The Morrisseys – Charlie’s Song
This weeks post comes once again from the fevered mind of Donie Cassidy, founder of CMR records and – for a time – novelty record maestro. It can be assumed that Cassidy had a more personal interest in this single however. As briefly outlined in the previous post, he had a background in the showband scene, and he first learned to play piano in his native Castlepollard before joining local showband The Firehouse Five on saxophone and trombone in the mid-1960s – the name inspired by American jazz group Firehouse Five Plus Two as well as by the Castlepollard fire station owned by the mother of the three Kennedy brothers in the band. By 1970 the group had turned professional as country act Jim Tobin & The Firehouse and Cassidy moved into more of a business role over the following decade. He formed his own record label and management agency, and eventually scored big with Foster & Allen in the early ’80s. Cassidy’s first foray into novelty songs came with the Pope’s visit to Ireland in 1979, when he released ‘Welcome John Paul’, by Jim Tobin & The Firehouse, which reached number one. He followed this with ‘Who Shot J.R. Ewing?’ by T.R. Dallas, cashing in on the burning issue of mid-1980, and again hit the top spot. A single called ‘John, Now That You’re Gone’, by Lee & Quo from Longford, was misjudged, coming very soon after the murder John Lennon in December 1980, and was quickly withdrawn.
In June 1981 Taoiseach Charles J. Haughey was fighting his first general election as leader of Fianna Fáil. Born into a ‘Fianna Fáil family’, and having already run for election for the party, Cassidy teamed with Dublin folk singer Pete St.
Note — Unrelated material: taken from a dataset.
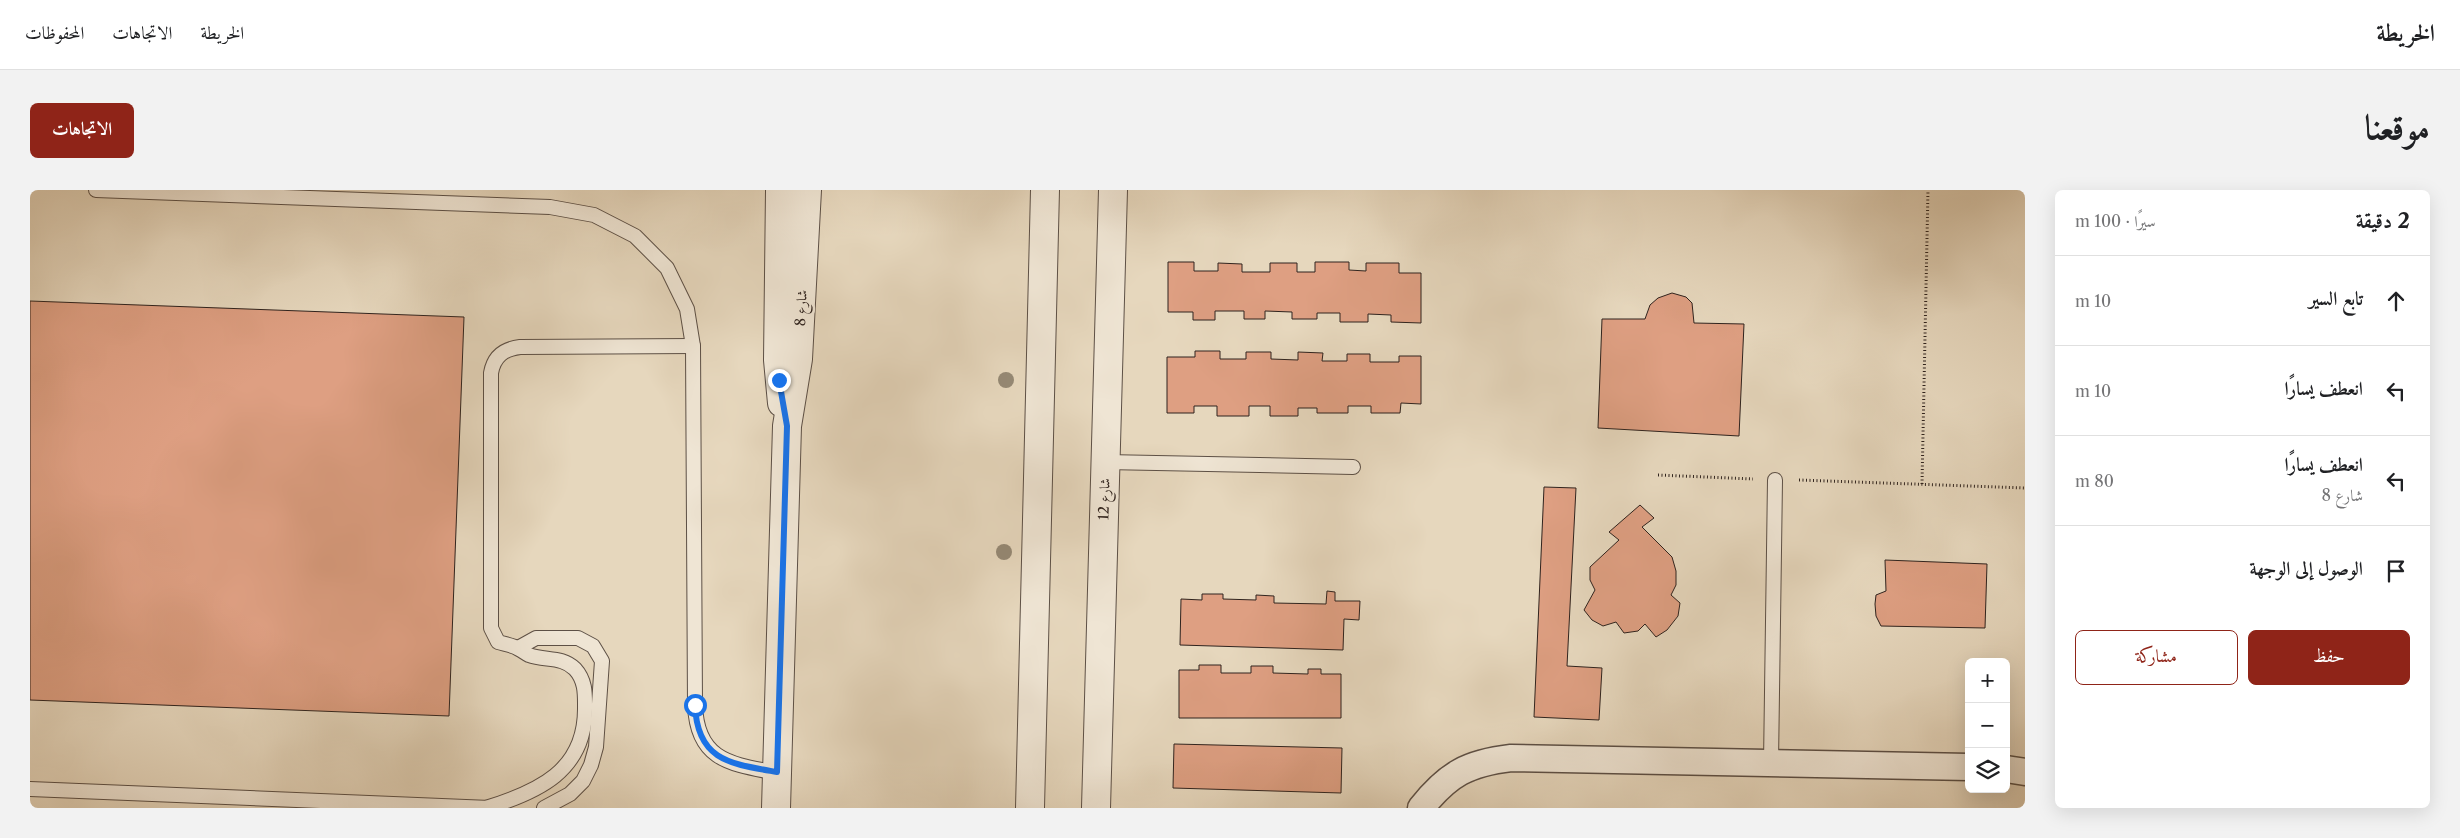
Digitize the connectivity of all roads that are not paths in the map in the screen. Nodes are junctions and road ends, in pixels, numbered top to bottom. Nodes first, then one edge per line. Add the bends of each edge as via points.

John to co-write ‘Charlie’s Song’ (better known as ‘Arise And Follow Charlie’). The stirring anthem was a hit, and lyrics such as “Hail the leader, hail the man” apparently did nothing to embarrass Haughey, who appointed Cassidy a campaign manager for this and four successive general elections. The second of these, in 1982, saw Cassidy elected to the Seanad. Politics’ gain was music’s loss, however, as Donie Cassidy retired from performing, managing and producing, and ultimately passed control of his business ventures – including music stores at Dublin Airport and Celtic Note on Dublin’s Nassau Street – over to his sons. He remained a full-time politician as both a Senator and T.D. until Fianna Fáil’s collapse in 2011, by which time Haughey’s reputation had been severely tarnished.
The song itself was recorded by Tipperary folk group The Morrisseys. Billy, Norman and Louise Morrissey were among the first signings to the CMR label and performed together for many years before in 1988 evolving into country group The Louise Morrissey Band and enjoying continued success.